The Portland Clean Energy Community Benefits Fund, the climate-change program approved by voters in 2018, canceled a grant-making meeting scheduled for Wednesday evening because the fund’s staff is busy investigating fraud allegations against a company that it selected for work.
The cancellation of a public meeting of a volunteer advisory committee comes three days after The Oregonian reported that one of the fund’s grantees, Linda Woodley, had a history of defrauding energy companies and had failed to pay taxes in three states.
Woodley is the founder of Diversifying Energy, a Portland-based firm whose “mission is to facilitate equitable access to clean, sustainable energy and improve air quality to vulnerable populations, including low-income communities and people of color.”
In a phone call with WW on Wednesday, Woodley said she planned to challenge The Oregonian’s findings.

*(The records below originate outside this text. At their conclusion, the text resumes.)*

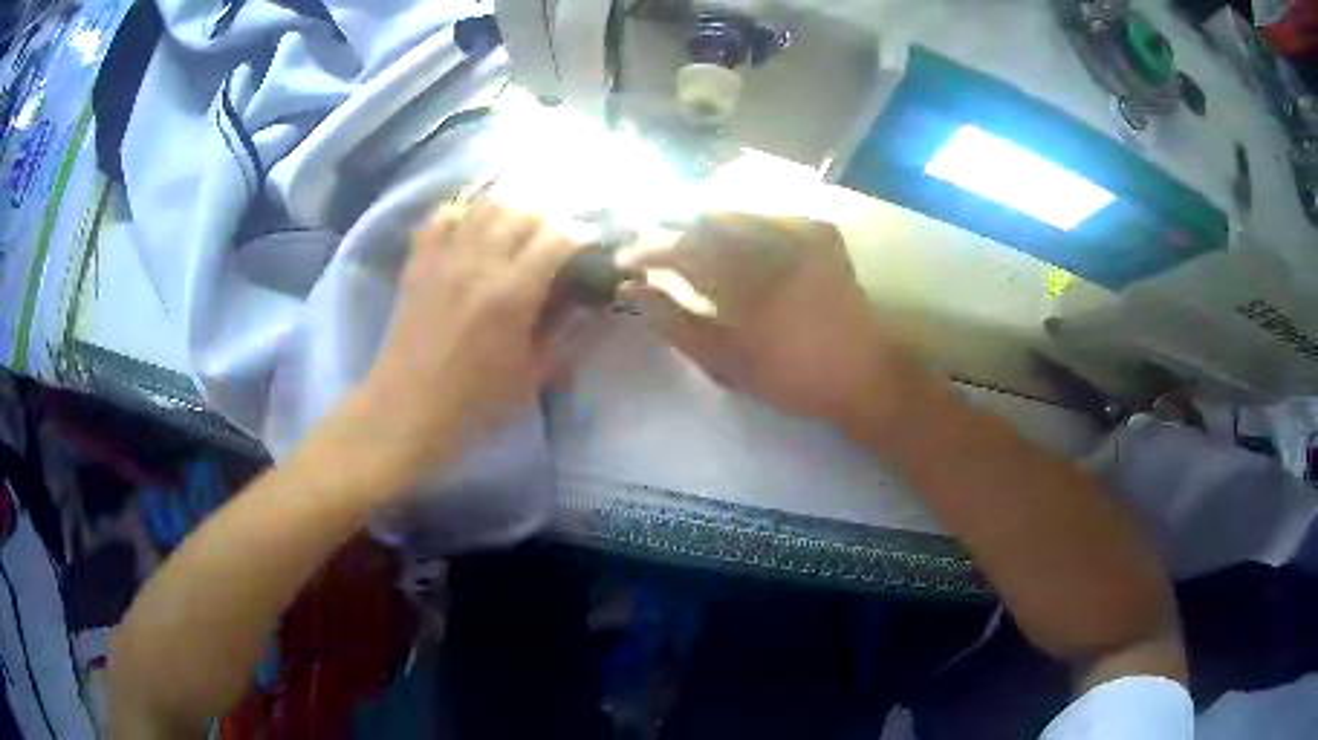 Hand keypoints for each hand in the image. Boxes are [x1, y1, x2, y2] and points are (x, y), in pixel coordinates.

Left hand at [353, 201, 589, 473]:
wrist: (407, 411)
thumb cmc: (475, 403)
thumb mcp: (533, 376)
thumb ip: (566, 332)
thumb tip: (589, 299)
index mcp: (512, 294)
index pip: (558, 238)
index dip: (582, 235)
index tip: (591, 245)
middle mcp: (479, 262)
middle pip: (524, 211)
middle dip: (551, 219)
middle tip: (559, 238)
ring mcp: (444, 257)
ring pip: (485, 206)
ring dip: (512, 209)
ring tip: (521, 228)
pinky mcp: (418, 261)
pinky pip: (442, 216)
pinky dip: (465, 211)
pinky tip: (475, 225)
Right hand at [621, 214, 911, 430]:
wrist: (861, 373)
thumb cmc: (789, 376)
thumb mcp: (724, 360)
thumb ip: (674, 322)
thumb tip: (631, 291)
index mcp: (745, 278)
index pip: (681, 249)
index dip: (648, 250)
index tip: (626, 260)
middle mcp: (772, 242)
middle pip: (705, 222)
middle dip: (673, 231)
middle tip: (654, 249)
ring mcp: (801, 231)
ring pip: (736, 214)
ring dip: (705, 226)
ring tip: (687, 243)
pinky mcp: (820, 231)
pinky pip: (767, 215)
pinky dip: (743, 225)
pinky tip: (734, 241) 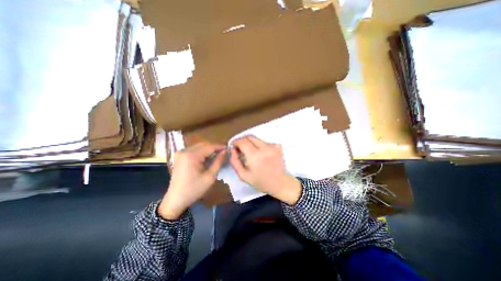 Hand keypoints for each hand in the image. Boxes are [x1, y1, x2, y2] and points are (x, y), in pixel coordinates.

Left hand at [158, 143, 224, 219]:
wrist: (176, 199)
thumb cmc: (194, 189)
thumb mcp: (210, 176)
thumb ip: (218, 162)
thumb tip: (225, 151)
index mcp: (191, 156)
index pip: (209, 147)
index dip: (220, 147)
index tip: (228, 149)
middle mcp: (185, 151)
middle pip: (204, 145)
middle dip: (214, 148)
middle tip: (223, 153)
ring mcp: (181, 153)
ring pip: (199, 146)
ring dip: (208, 150)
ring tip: (216, 156)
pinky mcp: (179, 156)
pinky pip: (194, 150)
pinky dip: (202, 152)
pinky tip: (206, 159)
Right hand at [229, 135, 300, 204]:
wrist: (280, 183)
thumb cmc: (261, 181)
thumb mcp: (243, 175)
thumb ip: (235, 161)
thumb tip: (232, 149)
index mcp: (255, 156)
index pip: (242, 141)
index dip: (236, 142)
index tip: (233, 146)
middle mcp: (264, 148)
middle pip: (250, 136)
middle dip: (243, 140)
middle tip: (240, 147)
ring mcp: (272, 146)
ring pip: (257, 139)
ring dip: (251, 143)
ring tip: (251, 152)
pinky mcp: (277, 146)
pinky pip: (265, 142)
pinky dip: (260, 145)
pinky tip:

“We’re in the process of putting together a rebuttal,” Woodley said in the interview.
The PCEF is funded by a surcharge on large retailers with annual sales of $1 billion or more in the U.S. and $500,000 or more within Portland. Grant awards are made by a nine-member committee and must be approved by the Portland City Council. The fund is administered by the Bureau of Planning and Sustainability, which provides staff to the grant-making committee. Through August, the fund had raised $109 million.
Following the PCEF committee’s recommendation, the City Council this month awarded Diversifying Energy a $11.5 million grant to purchase heat pumps and cooling units for 15,000 homes and apartments that house low-income residents and protect them from deadly heat waves like the one that struck last summer.
Eden Dabbs, a spokeswoman for the Portland Bureau of Planning and Sustainability, said the meeting was canceled because PCEF staff have been focused on documenting recent allegations against a PCEF grantee.
“We are doing due diligence now,” Dabbs said. “We take it very seriously.” Dabbs said the PCEF grant committee was eager to make the award for the cooling project because supply chain constraints are likely to delay the delivery of equipment for next summer.
“There was a great sense of urgency to award the contract,” she said.
Mayor Ted Wheeler’s office couldn’t be reached immediately for comment. A spokesman for Commissioner Carmen Rubio, who oversees BPS, declined to comment.
Bureau staff had concerns about Diversifying Energy’s high costs and delivery time, The Oregonian reported, and recommended giving the grant to the one other bidder, Earth Advantage, whose staff is 85% white. The grant committee chose Diversifying instead, and the City Council approved the choice unanimously, The Oregonian reported.
Portland voters approved the creation of PCEF in a November 2018 ballot measure. It is charged with investing in climate remediation projects that advance racial and social justice. The program is projected to generate $44 million to $61 million in new revenue each year to provide grants to qualified nonprofit organizations.